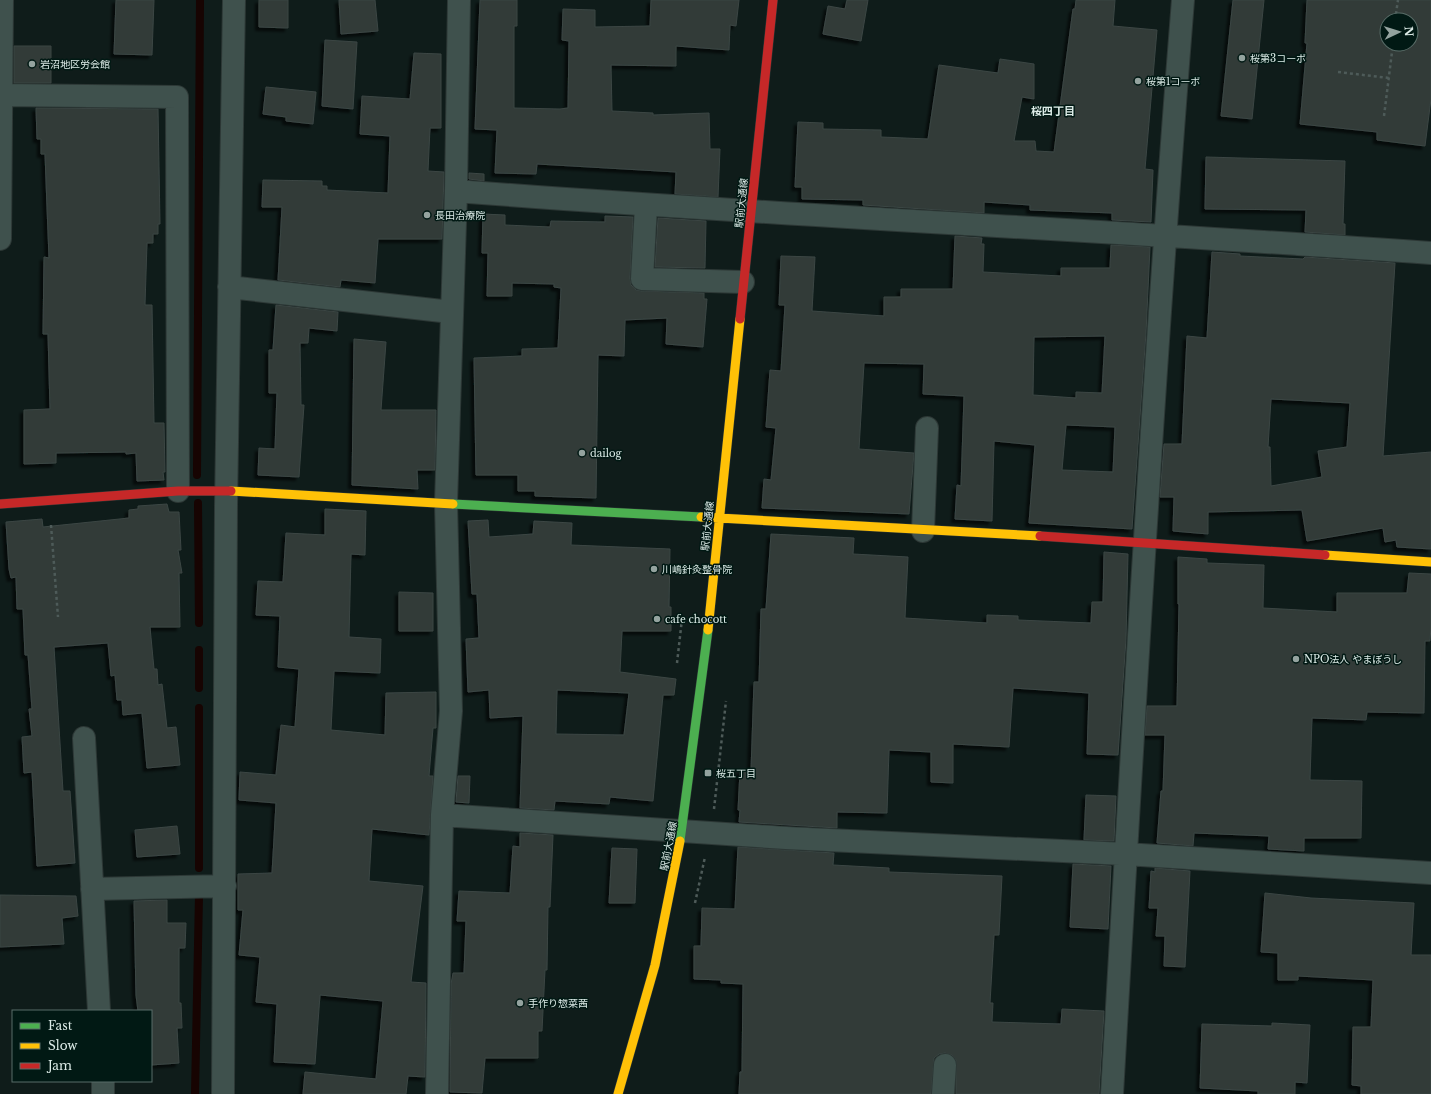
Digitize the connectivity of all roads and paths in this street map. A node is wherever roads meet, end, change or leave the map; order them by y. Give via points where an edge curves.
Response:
1 (2, 0) edge
2 (234, 0) edge
3 (459, 0) edge
4 (773, 0) edge
5 (1183, 0) edge
6 (1398, 0) edge
7 (1396, 12) edge
8 (1392, 52) edge
9 (1338, 72) dead end
10 (1389, 78) junction
11 (1, 95) junction
12 (1384, 116) dead end
13 (456, 191) junction
14 (646, 206) junction
15 (751, 211) junction
16 (1165, 235) junction
17 (0, 239) edge
18 (1431, 253) edge
19 (743, 282) junction
20 (229, 287) junction
21 (451, 312) junction
22 (927, 428) dead end
23 (178, 491) junction
24 (226, 491) junction
25 (49, 501) junction
26 (446, 503) junction
27 (0, 504) edge
28 (719, 520) junction
29 (922, 531) junction
30 (1145, 542) junction
31 (1431, 562) edge
32 (682, 615) dead end
33 (58, 617) dead end
34 (676, 668) dead end
35 (84, 738) dead end
36 (442, 814) junction
37 (682, 830) junction
38 (1125, 854) junction
39 (1431, 873) edge
40 (225, 886) junction
41 (92, 889) junction
42 (99, 1010) edge
43 (945, 1065) dead end
44 (103, 1082) edge
45 (103, 1094) edge
46 (223, 1094) edge
47 (437, 1094) edge
48 (618, 1094) edge
49 (943, 1094) edge
50 (1112, 1094) edge

1 - 11 street
2 - 20 street
3 - 13 street
4 - 15 street, 駅前大通線
5 - 16 street
6 - 7 path
8 - 10 path
9 - 10 path
10 - 12 path
11 - 17 street
11 - 23 street via 177,97
13 - 14 street
13 - 21 street
14 - 15 street
14 - 19 street via 642,278
15 - 16 street
15 - 19 street, 駅前大通線
16 - 18 street
16 - 30 street
19 - 28 street, 駅前大通線
20 - 21 street
20 - 24 street
21 - 26 street
22 - 29 street
23 - 24 street
23 - 25 street
24 - 26 street
24 - 40 street
25 - 27 street
25 - 33 path
26 - 28 street
26 - 36 street via 452,711
28 - 29 street
28 - 37 street, 駅前大通線 via 706,646
29 - 30 street
30 - 31 street
30 - 38 street
32 - 34 path
35 - 41 street
36 - 37 street
36 - 47 street
37 - 38 street via 786,838
37 - 48 street, 駅前大通線 via 653,972
38 - 39 street
38 - 50 street
40 - 41 street
40 - 46 street
41 - 42 street
43 - 49 street
44 - 45 street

_ _ _ _

The records above, copied word for word without the pictures, are what should be output.

RESULT OF THIS EXERCISE ->
Digitize the connectivity of all roads and paths in this street map. A node is wherever roads meet, end, change or leave the map; order them by y. Give via points where an edge curves.
Response:
1 (2, 0) edge
2 (234, 0) edge
3 (459, 0) edge
4 (773, 0) edge
5 (1183, 0) edge
6 (1398, 0) edge
7 (1396, 12) edge
8 (1392, 52) edge
9 (1338, 72) dead end
10 (1389, 78) junction
11 (1, 95) junction
12 (1384, 116) dead end
13 (456, 191) junction
14 (646, 206) junction
15 (751, 211) junction
16 (1165, 235) junction
17 (0, 239) edge
18 (1431, 253) edge
19 (743, 282) junction
20 (229, 287) junction
21 (451, 312) junction
22 (927, 428) dead end
23 (178, 491) junction
24 (226, 491) junction
25 (49, 501) junction
26 (446, 503) junction
27 (0, 504) edge
28 (719, 520) junction
29 (922, 531) junction
30 (1145, 542) junction
31 (1431, 562) edge
32 (682, 615) dead end
33 (58, 617) dead end
34 (676, 668) dead end
35 (84, 738) dead end
36 (442, 814) junction
37 (682, 830) junction
38 (1125, 854) junction
39 (1431, 873) edge
40 (225, 886) junction
41 (92, 889) junction
42 (99, 1010) edge
43 (945, 1065) dead end
44 (103, 1082) edge
45 (103, 1094) edge
46 (223, 1094) edge
47 (437, 1094) edge
48 (618, 1094) edge
49 (943, 1094) edge
50 (1112, 1094) edge

1 - 11 street
2 - 20 street
3 - 13 street
4 - 15 street, 駅前大通線
5 - 16 street
6 - 7 path
8 - 10 path
9 - 10 path
10 - 12 path
11 - 17 street
11 - 23 street via 177,97
13 - 14 street
13 - 21 street
14 - 15 street
14 - 19 street via 642,278
15 - 16 street
15 - 19 street, 駅前大通線
16 - 18 street
16 - 30 street
19 - 28 street, 駅前大通線
20 - 21 street
20 - 24 street
21 - 26 street
22 - 29 street
23 - 24 street
23 - 25 street
24 - 26 street
24 - 40 street
25 - 27 street
25 - 33 path
26 - 28 street
26 - 36 street via 452,711
28 - 29 street
28 - 37 street, 駅前大通線 via 706,646
29 - 30 street
30 - 31 street
30 - 38 street
32 - 34 path
35 - 41 street
36 - 37 street
36 - 47 street
37 - 38 street via 786,838
37 - 48 street, 駅前大通線 via 653,972
38 - 39 street
38 - 50 street
40 - 41 street
40 - 46 street
41 - 42 street
43 - 49 street
44 - 45 street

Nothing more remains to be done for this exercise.